C'est vrai que ça pose toujours un problème, ça... Le vrai nom est Klotz, et Cauvin est un pseudonyme. Et suivant le bouquin que je sors, je réponds une année à un nom, et l'autre à un autre, parce qu'en général – c'est pas systématique – mais j'alterne : une année Cauvin, une année Klotz... Cette année, c'est une année Klotz, donc on y va pour Klotz.

Pourquoi est-ce que vous avez pris un pseudonyme ?
C'est une histoire qui est vieille déjà, qui a plus de vingt-cinq ans. J'avais commencé à écrire sous mon nom, donc sous le nom de Klotz, des polars. Uniquement des polars. Et puis un jour j'en ai eu marre des polars, j'ai eu envie de faire une autre sorte de livres. Et c'est mon éditeur qui m'a dit « écoute, c'est des bouquins tellement différents, prends un autre nom parce que le public ne va pas s'y retrouver ». Alors j'ai accepté, et donc je suis devenu Cauvin pour un bouquin qui s'appelait L'Amour aveugle, et puis y'a eu du succès, donc ça a duré... Mais disons que je récuse le mot pseudonyme, parce qu'un pseudonyme on se cache derrière. Moi, je me cache pas, c'est-à-dire que dès le premier jour on a toujours su, j'ai toujours dit, et je vois pas pourquoi je cesserais de le dire, que Klotz et Cauvin sont une seule et même personne. C'est ça qui surprend un peu, parce que les pseudonymes, tout le monde en a, enfin dans le monde littéraire, mais peu le disent. Ca c'est une grande différence.

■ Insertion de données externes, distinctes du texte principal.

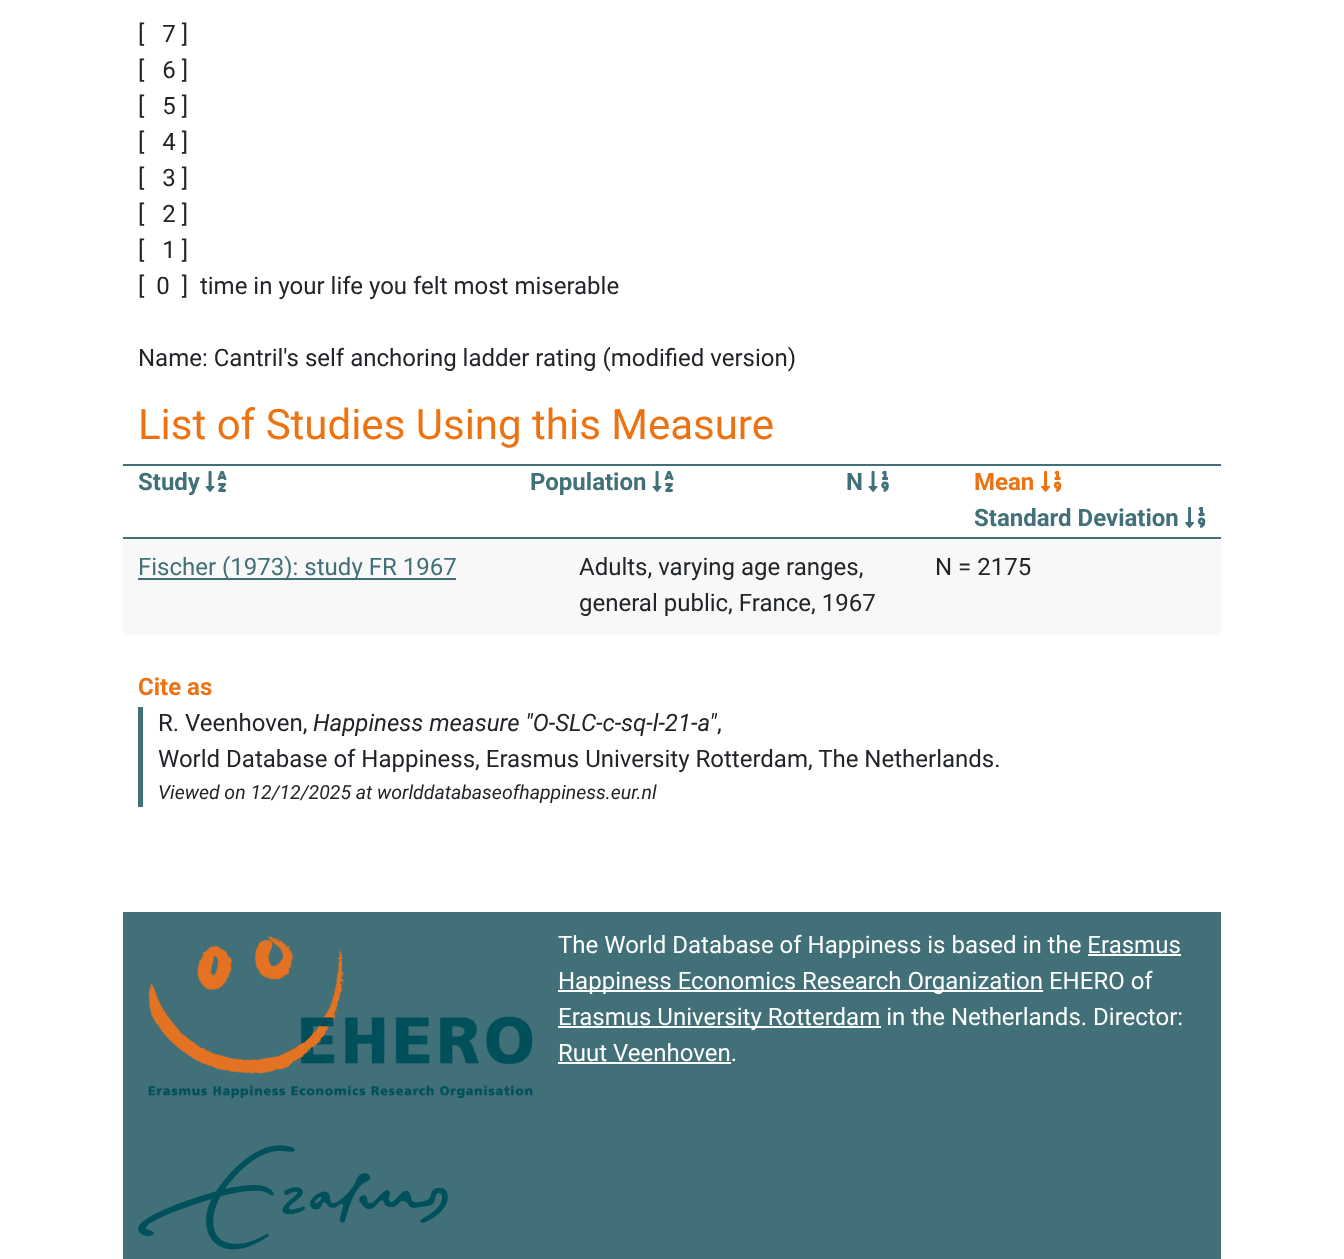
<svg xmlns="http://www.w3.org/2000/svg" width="1344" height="1259">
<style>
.a{font:24px Roboto;fill:#212529}
.b{font:42px Roboto;fill:#ed7212}
.c{font:bold 24px Roboto;fill:#417078}
.d{font:bold 24px Roboto;fill:#ed7212}
.e{font:24px Roboto;fill:#417078}
.f{font:italic 24px Roboto;fill:#212529}
.g{font:italic 19.5px Roboto;fill:#212529}
.h{font:24px Roboto;fill:#fff}
</style>
<rect width="100%" height="100%" fill="#fff"/>
<path fill="#417078" d="M123 464h1098v2H123z"/>
<path fill="#417078" d="M123 537h1098v2H123z"/>
<image href="1.png" x="205" y="471" width="22" height="21"/>
<image href="1.png" x="652" y="471" width="22" height="21"/>
<image href="2.png" x="868" y="471" width="21" height="21"/>
<image href="3.png" x="1041" y="471" width="21" height="21"/>
<image href="4.png" x="1185" y="507" width="21" height="21"/>
<path fill="#f8f8f8" d="M123 539h1098v96H123z"/>
<path fill="#417078" d="M138 578h318v2H138z"/>
<path fill="#417078" d="M138 707h5v100H138z"/>
<path fill="#417078" d="M123 912h1098v347H123z"/>
<image href="5.png" x="148" y="936" width="385" height="162"/>
<path fill="#fff" d="M1088 954h93v2H1088z"/>
<path fill="#fff" d="M558 990h485v2H558z"/>
<path fill="#fff" d="M558 1026h323v2H558z"/>
<path fill="#fff" d="M558 1062h173v2H558z"/>
<image href="6.png" x="138" y="1145" width="310" height="105"/>
<text class="a" xml:space="preserve" x="138" y="42">[   7 ]</text>
<text class="a" xml:space="preserve" x="138" y="78">[   6 ]</text>
<text class="a" xml:space="preserve" x="138" y="114">[   5 ]</text>
<text class="a" xml:space="preserve" x="138" y="150">[   4 ]</text>
<text class="a" xml:space="preserve" x="138" y="186">[   3 ]</text>
<text class="a" xml:space="preserve" x="138" y="222">[   2 ]</text>
<text class="a" xml:space="preserve" x="138" y="258">[   1 ]</text>
<text class="a" xml:space="preserve" x="138" y="294">[  0  ]  time in your life you felt most miserable</text>
<text class="a" x="138" y="366">Name: Cantril's self anchoring ladder rating (modified version)</text>
<text class="b" x="138" y="439">List of Studies Using this Measure</text>
<text class="c" x="138" y="490">Study</text>
<text class="c" x="530" y="490">Population</text>
<text class="c" x="846" y="490">N</text>
<text class="d" x="974" y="490">Mean</text>
<text class="c" x="974" y="526">Standard Deviation</text>
<text class="e" x="138" y="575">Fischer (1973): study FR 1967</text>
<text class="a" x="579" y="575">Adults, varying age ranges,</text>
<text class="a" x="579" y="611">general public, France, 1967</text>
<text class="a" x="935" y="575">N = 2175</text>
<text class="d" x="138" y="695">Cite as</text>
<text class="a" x="158" y="731">R. Veenhoven,</text>
<text class="f" x="313" y="731">Happiness measure "O-SLC-c-sq-l-21-a"</text>
<text class="a" x="717" y="731">,</text>
<text class="a" x="158" y="767">World Database of Happiness, Erasmus University Rotterdam, The Netherlands.</text>
<text class="g" x="158" y="799">Viewed on 12/12/2025 at worlddatabaseofhappiness.eur.nl</text>
<text class="h" x="558" y="953">The World Database of Happiness is based in the Erasmus</text>
<text class="h" x="558" y="989">Happiness Economics Research Organization EHERO of</text>
<text class="h" x="558" y="1025">Erasmus University Rotterdam in the Netherlands. Director:</text>
<text class="h" x="558" y="1061">Ruut Veenhoven.</text>
</svg>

J'ai eu l'impression, peut-être fausse, que les romans signé Klotz étaient plus violents (je pensais en particulier à Killer kid), alors est-ce que vous avez des styles différents selon les noms pour lesquels vous écrivez ?
Oui. Alors ça c'est très bizarre mais c'est un phénomène qui se produit un peu indépendamment de moi. Bon, c'est l'histoire qui décide, j'ai une idée d'histoire et je sais que c'est pour Klotz ou pour Cauvin. Si elle est brutale, violente, policière ou sanglante, c'est Klotz qui s'y colle, sinon c'est du domaine de Cauvin. Donc c'est vrai que Klotz est noir et Cauvin plus rose.

Très souvent il y a des enfants dans vos romans, peut-être plus Cauvin (quoique). C'est à force de les avoir observés quand vous étiez prof ou c'est devenu une spécialité ?
Non, je sais pas. En plus de ça, ça a été vrai à une époque, ça l'est moins, je suis en train de me dire que les derniers bouquins, les enfants disparaissent. Peut-être parce que moi je m'éloigne de l'enfance au fur et à mesure (sourire). Mais c'est vrai que j'ai eu une époque où j'aimais beaucoup avoir des héros enfants. Alors que en fait l'enfant est très difficile à faire parler dans un livre : ça sonne pas toujours juste, il faut toujours trouver des trucs... Mais moi j'ai une grande facilité, je sais pas, j'ai jamais trop forcé. Bon, j'ai eu des enfants, j'ai été prof, ça a dû jouer sans doute. Et puis petit à petit je me suis un peu éloigné. C'est vrai que dans les derniers, on rencontre moins d'enfants, et même peut-être plus du tout... ce qui est grave, il faut que je redresse la barre (sourire).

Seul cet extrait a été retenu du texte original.